PROVIDED DATA:
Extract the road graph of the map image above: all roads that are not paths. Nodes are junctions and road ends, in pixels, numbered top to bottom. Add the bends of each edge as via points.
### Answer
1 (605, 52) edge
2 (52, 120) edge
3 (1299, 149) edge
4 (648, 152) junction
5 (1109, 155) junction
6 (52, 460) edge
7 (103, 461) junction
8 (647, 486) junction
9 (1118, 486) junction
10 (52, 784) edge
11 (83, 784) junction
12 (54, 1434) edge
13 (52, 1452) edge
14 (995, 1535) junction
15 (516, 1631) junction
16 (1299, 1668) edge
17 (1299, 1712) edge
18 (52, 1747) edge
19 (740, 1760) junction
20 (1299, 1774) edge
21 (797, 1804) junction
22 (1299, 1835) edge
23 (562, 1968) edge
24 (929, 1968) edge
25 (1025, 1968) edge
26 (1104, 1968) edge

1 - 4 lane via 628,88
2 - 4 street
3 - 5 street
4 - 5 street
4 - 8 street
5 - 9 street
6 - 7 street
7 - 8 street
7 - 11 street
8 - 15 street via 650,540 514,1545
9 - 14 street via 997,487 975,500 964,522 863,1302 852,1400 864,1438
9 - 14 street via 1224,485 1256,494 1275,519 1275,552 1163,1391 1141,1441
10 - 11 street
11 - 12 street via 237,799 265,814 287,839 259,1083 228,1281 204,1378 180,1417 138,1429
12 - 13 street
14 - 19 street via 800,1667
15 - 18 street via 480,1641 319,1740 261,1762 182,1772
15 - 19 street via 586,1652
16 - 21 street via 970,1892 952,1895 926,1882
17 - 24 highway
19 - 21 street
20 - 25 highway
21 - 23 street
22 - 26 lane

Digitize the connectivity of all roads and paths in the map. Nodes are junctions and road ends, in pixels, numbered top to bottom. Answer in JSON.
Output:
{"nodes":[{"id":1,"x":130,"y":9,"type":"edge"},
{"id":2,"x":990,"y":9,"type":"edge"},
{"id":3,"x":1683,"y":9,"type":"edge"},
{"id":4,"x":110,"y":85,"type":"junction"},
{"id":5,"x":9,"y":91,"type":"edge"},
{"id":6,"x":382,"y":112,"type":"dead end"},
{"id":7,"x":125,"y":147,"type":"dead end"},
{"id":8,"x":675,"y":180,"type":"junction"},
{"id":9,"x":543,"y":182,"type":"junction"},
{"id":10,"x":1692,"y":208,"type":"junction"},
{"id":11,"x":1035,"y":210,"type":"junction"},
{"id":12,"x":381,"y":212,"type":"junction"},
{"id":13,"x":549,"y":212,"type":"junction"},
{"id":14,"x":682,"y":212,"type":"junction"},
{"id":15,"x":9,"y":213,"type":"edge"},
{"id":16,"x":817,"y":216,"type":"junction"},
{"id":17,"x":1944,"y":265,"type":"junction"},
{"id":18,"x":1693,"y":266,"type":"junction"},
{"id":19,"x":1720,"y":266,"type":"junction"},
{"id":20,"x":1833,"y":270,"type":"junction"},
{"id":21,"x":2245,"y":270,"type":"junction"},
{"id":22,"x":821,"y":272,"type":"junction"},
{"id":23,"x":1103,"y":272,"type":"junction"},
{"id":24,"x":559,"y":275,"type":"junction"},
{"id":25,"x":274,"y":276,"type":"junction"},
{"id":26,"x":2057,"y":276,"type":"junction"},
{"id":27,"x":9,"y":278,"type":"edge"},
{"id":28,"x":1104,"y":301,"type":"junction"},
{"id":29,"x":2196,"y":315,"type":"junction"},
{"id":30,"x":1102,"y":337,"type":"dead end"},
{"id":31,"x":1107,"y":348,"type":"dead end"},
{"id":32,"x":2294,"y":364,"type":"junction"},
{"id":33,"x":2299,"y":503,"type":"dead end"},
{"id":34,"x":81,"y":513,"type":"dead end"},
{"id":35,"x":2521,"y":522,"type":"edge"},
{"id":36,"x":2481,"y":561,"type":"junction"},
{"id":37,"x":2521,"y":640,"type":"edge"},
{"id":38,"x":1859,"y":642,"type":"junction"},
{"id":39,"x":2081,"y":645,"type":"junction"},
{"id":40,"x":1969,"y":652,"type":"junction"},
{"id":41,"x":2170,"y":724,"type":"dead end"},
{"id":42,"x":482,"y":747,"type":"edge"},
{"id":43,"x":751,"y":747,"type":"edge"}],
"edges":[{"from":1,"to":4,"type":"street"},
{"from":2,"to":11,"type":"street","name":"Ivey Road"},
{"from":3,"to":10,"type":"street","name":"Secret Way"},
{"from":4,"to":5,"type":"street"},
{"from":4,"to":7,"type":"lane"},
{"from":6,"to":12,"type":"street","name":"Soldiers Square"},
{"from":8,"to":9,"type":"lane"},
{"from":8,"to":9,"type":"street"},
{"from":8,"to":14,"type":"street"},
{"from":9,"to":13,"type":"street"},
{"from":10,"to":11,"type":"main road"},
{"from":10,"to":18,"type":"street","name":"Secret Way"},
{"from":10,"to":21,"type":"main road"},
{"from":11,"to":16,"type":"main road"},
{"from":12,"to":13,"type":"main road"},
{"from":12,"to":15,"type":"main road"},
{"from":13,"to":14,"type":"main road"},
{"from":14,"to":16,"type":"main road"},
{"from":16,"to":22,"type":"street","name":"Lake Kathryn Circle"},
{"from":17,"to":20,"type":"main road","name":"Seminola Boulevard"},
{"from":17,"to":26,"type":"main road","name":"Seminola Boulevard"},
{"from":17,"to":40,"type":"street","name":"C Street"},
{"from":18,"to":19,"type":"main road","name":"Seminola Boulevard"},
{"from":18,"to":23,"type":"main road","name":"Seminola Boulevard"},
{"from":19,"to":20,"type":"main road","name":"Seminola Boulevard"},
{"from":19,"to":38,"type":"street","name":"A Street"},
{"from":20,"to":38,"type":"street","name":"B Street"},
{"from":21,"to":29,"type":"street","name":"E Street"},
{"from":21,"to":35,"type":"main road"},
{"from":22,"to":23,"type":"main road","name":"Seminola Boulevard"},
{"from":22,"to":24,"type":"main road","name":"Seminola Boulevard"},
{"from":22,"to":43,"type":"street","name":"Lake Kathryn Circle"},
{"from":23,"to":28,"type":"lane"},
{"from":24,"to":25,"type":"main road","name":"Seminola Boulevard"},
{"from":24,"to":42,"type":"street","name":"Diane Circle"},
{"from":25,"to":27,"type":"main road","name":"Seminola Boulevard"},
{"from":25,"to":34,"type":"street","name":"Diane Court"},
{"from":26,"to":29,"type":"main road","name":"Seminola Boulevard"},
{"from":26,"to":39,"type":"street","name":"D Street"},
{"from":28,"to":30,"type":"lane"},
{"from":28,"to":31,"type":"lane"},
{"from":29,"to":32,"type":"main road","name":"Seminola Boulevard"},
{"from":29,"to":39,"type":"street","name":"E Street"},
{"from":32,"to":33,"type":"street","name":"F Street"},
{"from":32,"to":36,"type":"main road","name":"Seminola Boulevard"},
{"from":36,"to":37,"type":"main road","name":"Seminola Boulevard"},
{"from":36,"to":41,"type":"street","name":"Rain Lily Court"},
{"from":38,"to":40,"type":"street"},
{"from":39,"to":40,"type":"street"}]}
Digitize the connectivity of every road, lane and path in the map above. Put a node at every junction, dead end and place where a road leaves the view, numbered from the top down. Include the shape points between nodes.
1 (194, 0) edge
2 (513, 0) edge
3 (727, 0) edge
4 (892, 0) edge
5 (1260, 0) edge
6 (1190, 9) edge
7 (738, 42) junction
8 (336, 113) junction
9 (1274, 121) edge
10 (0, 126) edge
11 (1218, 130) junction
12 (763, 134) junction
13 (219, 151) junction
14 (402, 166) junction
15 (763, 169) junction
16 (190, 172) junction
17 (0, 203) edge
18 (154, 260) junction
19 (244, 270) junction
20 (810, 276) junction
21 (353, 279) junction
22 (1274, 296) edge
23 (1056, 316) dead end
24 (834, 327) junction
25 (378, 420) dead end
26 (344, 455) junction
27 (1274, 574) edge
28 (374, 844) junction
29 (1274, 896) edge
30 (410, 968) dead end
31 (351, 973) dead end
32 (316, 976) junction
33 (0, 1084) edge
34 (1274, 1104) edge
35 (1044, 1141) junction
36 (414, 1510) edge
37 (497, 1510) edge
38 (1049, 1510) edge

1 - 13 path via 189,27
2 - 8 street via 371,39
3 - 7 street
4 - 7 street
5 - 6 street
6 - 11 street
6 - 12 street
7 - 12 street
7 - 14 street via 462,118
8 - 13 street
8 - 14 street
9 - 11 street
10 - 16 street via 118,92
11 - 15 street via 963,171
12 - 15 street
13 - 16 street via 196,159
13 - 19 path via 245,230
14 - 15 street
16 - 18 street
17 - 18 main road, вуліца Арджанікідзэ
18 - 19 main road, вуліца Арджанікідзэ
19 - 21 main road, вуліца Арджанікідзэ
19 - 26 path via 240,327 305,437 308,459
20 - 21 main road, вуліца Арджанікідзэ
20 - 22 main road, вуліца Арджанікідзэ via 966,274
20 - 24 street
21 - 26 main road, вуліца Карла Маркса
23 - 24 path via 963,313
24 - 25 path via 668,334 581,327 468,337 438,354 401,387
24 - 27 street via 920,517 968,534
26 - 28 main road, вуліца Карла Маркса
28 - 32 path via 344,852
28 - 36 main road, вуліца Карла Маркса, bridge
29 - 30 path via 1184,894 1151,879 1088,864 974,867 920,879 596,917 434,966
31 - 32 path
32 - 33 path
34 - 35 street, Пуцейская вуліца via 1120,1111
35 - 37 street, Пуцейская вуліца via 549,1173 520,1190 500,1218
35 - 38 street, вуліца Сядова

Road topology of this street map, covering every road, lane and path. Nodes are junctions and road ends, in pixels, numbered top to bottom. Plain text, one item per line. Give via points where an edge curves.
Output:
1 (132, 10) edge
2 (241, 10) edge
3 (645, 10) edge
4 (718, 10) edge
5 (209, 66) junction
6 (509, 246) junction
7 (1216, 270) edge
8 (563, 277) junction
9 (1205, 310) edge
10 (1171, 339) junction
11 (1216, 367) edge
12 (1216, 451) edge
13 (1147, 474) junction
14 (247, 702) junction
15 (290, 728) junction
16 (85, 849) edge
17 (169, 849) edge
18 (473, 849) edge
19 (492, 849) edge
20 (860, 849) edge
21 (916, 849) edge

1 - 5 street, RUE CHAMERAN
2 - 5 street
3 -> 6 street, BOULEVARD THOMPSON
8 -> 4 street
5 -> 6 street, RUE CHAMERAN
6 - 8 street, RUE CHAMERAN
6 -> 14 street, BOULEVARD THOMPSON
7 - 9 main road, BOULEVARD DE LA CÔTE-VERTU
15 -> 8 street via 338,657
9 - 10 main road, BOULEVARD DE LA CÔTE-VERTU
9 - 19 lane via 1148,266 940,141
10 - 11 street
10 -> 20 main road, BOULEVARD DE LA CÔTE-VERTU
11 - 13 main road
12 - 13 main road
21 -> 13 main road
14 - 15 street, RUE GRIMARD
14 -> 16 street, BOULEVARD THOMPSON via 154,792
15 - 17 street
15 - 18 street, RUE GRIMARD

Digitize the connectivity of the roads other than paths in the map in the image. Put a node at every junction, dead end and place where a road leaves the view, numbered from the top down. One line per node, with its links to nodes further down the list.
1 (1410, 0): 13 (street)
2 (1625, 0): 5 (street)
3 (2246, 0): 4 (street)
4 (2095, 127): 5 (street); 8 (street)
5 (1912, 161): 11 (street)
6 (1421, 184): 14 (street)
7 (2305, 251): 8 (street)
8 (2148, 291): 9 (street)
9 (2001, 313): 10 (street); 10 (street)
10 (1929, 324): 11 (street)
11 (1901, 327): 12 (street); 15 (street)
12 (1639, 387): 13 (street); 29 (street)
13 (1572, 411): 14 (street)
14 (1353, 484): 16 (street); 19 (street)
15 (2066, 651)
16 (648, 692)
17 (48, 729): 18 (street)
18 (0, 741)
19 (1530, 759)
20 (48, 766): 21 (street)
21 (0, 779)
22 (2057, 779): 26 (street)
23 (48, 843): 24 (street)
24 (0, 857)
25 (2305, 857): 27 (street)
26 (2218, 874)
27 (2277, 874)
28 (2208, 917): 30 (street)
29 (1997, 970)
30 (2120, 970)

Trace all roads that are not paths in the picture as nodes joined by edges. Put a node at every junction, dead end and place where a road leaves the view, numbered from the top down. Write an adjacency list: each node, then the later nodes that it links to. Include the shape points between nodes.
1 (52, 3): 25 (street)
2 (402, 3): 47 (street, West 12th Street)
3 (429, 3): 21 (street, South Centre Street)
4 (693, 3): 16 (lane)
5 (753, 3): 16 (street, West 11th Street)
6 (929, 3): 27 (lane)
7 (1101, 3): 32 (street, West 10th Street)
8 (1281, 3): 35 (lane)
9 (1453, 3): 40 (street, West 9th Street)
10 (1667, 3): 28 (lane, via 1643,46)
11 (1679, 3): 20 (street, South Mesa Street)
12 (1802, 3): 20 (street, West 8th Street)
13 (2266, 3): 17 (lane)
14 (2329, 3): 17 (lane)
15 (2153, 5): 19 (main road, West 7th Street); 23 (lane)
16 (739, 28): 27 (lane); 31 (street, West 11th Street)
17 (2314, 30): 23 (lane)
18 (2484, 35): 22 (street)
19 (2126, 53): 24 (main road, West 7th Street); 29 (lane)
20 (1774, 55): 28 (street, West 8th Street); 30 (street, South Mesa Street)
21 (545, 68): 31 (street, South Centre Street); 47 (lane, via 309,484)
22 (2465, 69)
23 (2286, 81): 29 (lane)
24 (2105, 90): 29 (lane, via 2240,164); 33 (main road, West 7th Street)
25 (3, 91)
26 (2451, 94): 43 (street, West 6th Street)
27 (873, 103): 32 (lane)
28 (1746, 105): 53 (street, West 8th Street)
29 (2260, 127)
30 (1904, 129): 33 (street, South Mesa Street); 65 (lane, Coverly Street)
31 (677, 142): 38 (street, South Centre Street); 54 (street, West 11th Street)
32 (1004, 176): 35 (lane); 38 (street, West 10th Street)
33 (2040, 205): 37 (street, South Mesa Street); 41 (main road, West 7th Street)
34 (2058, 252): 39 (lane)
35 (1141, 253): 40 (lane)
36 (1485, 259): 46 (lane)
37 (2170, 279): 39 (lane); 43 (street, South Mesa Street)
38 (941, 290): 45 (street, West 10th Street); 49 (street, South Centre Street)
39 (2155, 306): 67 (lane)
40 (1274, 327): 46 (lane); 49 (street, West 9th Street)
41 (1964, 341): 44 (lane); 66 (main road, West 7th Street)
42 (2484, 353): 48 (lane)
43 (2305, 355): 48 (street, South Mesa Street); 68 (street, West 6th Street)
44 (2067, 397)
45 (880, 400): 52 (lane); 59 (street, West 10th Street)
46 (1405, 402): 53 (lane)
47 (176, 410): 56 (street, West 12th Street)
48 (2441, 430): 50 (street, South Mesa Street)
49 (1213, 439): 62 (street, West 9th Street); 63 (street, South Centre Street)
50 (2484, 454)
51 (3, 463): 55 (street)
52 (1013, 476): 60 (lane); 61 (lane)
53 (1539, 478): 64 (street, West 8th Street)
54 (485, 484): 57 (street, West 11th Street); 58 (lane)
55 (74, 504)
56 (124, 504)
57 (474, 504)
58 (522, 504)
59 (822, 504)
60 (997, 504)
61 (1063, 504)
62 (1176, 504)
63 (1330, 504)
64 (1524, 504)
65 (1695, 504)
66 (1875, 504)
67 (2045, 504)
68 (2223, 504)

WHAT THE TASK ASKS: Please find every line in the records that contains the word "вуліца", and copy it out.

OUTPUT OF THE EXERCISE:
17 - 18 main road, вуліца Арджанікідзэ
18 - 19 main road, вуліца Арджанікідзэ
19 - 21 main road, вуліца Арджанікідзэ
20 - 21 main road, вуліца Арджанікідзэ
20 - 22 main road, вуліца Арджанікідзэ via 966,274
21 - 26 main road, вуліца Карла Маркса
26 - 28 main road, вуліца Карла Маркса
28 - 36 main road, вуліца Карла Маркса, bridge
34 - 35 street, Пуцейская вуліца via 1120,1111
35 - 37 street, Пуцейская вуліца via 549,1173 520,1190 500,1218
35 - 38 street, вуліца Сядова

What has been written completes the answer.